Universities are not exempt from the new requirement reporting on the gender pay gap. Some, a few, have already been publishing their Equal Pay Review. Cambridge has since 2008, although not every year (it usually publishes them in alternate years, even though the data is collected each year). Furthermore, it has not only published this, it has had review groups analysing the data and trying to establish the source of the problem and what might and should be done. (I was involved for a number of years, exploring KPIs and the questions lurking behind the figures.)

In absolute terms Cambridge is clearly not without its own issues, although it isn’t in the top 10 offenders currently for professorial salaries according to the THE. Where it does fall down is for average academic pay across all grades.
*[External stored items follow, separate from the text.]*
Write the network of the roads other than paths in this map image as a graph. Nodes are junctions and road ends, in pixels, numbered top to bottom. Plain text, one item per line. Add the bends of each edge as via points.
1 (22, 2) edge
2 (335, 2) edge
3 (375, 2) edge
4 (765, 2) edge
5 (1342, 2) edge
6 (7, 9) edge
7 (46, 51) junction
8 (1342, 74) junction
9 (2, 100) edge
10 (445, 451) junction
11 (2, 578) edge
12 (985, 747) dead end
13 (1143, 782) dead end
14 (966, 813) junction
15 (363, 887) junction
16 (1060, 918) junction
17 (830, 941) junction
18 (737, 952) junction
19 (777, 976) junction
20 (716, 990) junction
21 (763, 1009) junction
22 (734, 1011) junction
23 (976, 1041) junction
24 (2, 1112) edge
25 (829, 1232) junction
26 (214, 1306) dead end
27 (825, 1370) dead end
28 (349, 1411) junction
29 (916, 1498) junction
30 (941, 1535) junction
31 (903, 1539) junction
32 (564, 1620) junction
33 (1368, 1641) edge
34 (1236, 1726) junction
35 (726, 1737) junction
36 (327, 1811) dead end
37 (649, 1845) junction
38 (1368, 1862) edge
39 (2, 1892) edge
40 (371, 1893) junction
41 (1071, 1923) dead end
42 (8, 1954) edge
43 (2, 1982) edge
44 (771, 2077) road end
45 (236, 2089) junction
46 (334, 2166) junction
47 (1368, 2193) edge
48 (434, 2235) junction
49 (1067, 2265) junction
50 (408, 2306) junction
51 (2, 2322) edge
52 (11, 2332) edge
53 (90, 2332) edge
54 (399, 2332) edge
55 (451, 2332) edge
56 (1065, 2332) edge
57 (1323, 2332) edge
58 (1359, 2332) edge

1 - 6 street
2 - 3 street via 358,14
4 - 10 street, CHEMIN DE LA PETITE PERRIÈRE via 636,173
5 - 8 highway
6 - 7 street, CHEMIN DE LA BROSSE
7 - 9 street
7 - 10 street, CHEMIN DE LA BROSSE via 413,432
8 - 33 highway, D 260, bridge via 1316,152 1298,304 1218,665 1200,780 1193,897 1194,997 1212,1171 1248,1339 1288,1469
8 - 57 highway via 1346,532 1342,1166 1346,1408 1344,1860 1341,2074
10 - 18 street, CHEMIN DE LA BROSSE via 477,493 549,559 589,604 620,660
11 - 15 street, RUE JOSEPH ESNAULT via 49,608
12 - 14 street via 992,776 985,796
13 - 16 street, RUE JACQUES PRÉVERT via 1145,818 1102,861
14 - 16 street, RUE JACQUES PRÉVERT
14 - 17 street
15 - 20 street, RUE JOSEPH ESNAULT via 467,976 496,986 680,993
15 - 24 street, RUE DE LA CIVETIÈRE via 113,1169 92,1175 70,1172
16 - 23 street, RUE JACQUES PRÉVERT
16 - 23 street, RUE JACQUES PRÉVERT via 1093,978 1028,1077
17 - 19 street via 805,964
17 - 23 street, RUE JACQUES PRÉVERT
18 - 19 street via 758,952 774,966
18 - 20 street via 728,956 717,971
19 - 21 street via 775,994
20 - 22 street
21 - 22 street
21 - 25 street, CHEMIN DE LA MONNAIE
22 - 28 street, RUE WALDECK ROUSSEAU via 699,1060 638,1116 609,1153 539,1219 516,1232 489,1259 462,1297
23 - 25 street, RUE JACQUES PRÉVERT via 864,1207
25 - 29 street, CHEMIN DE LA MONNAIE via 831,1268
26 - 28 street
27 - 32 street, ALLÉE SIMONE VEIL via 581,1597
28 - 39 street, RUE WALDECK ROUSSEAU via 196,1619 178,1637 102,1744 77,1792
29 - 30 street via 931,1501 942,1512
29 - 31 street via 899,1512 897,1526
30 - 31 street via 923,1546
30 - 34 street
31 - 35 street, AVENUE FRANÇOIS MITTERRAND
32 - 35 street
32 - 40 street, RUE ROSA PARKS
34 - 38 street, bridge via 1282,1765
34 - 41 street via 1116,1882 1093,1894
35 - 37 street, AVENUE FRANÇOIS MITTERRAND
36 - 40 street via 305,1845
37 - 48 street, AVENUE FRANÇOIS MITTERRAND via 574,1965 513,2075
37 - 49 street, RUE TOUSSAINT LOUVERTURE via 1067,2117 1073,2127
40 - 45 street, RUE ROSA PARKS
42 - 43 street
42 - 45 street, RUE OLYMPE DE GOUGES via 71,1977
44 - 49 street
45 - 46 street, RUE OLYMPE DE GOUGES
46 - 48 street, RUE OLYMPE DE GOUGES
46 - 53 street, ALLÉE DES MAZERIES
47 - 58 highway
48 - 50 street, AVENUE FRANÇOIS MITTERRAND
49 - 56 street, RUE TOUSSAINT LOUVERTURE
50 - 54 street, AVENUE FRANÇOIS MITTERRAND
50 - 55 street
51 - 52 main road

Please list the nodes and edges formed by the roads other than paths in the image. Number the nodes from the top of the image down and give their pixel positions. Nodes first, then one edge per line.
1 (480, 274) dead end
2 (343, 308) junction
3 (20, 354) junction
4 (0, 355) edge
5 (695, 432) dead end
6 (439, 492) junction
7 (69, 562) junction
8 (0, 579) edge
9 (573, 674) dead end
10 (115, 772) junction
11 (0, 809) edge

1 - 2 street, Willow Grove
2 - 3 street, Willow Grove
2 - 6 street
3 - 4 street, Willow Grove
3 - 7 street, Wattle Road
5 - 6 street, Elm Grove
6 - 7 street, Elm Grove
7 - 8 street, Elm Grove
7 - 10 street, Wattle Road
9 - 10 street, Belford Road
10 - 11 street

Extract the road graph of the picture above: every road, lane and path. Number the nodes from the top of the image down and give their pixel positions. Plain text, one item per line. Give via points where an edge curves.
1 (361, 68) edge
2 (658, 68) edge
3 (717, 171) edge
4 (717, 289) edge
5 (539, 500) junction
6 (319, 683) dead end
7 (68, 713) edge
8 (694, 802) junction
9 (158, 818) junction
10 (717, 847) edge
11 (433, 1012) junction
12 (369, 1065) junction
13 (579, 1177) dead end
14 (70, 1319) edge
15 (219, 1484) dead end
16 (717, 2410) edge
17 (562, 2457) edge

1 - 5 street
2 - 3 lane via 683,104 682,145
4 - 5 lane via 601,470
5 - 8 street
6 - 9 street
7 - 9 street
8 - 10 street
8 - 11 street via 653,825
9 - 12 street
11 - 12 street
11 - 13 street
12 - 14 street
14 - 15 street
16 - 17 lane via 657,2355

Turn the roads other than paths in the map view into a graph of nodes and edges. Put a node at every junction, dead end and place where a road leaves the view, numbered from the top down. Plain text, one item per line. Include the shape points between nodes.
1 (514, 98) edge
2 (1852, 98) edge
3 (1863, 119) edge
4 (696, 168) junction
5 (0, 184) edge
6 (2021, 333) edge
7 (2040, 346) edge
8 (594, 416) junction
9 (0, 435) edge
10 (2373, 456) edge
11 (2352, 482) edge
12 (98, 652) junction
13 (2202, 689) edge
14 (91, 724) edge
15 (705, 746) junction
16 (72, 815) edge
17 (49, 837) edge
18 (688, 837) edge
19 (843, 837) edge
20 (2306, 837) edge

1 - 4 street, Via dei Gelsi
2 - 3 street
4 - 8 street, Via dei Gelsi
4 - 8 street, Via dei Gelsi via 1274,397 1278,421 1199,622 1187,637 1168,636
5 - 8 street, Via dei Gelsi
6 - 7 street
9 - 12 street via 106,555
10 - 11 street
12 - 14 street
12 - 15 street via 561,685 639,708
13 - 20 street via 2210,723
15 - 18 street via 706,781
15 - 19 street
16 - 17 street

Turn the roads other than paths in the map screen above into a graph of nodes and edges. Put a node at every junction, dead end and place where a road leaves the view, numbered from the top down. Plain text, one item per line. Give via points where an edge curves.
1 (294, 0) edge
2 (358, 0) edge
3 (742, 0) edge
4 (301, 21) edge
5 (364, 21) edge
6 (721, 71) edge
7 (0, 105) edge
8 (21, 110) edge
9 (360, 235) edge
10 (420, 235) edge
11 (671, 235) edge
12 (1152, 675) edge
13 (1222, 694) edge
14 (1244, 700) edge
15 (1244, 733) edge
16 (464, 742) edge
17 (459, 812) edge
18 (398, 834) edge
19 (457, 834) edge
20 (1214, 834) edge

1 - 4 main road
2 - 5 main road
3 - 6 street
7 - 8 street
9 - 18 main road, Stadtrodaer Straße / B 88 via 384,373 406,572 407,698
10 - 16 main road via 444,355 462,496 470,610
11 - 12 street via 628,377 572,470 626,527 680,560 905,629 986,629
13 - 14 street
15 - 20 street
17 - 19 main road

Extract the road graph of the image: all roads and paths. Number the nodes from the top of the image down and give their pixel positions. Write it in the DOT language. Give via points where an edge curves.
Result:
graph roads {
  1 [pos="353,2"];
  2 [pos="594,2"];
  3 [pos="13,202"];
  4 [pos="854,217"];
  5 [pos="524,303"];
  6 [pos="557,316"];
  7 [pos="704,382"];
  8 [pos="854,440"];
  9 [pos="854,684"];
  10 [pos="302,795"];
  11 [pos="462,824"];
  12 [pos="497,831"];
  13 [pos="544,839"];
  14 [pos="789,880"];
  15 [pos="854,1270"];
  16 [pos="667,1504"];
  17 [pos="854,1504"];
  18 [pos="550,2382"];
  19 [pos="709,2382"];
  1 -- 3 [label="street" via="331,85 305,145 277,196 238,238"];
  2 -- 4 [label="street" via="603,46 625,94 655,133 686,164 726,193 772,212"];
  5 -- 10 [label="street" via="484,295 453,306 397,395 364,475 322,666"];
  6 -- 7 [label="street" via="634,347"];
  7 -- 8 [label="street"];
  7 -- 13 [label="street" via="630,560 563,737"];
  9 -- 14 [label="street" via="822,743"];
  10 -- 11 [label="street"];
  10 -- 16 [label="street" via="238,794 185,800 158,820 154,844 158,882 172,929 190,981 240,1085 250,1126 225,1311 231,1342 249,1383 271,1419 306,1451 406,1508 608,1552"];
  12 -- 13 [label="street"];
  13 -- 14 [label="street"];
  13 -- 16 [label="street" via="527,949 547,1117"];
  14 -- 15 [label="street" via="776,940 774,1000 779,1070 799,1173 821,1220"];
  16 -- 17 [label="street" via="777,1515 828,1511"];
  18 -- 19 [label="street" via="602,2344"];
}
Although I am no longer involved in the group that does the scrutiny, I would assume this large average gap in Cambridge reflects the fact there are as yet fewer women in the top grades. ‘Grade segregation’ also affects the averages across all grades of staff. For academics, every year this separate discrepancy is diminishing and, more importantly, great attention is paid to success rates at promotion to make sure that women are indeed moving up through the grades fairly. I would like to think, albeit progress is slow, we are on a steady path in my university to pay equality.

The trouble with the crude gender pay gap figures is that they hide so many competing factors. Uneven distribution of men and women across grades is just one such ‘hidden variable’. Others include the differences at the top where ‘market supplements’, or bonus payments or some other set of weasel words obscures the fact that those who threaten to leave an institution may get a top-up which isn’t always published. So in these higher echelons, published data may not actually mean a great deal. Too often such top-ups go to those who are more demanding, but some folk never think to ask for additional pay to keep them loyal. Add in the fact that, stereotypically at least, women are less mobile than men making it hard for them to threaten to leave and immediately there is another factor which can exacerbate gender differentials: they aren’t able to negotiate high salaries at a new institution requiring a counter bid from the host institution.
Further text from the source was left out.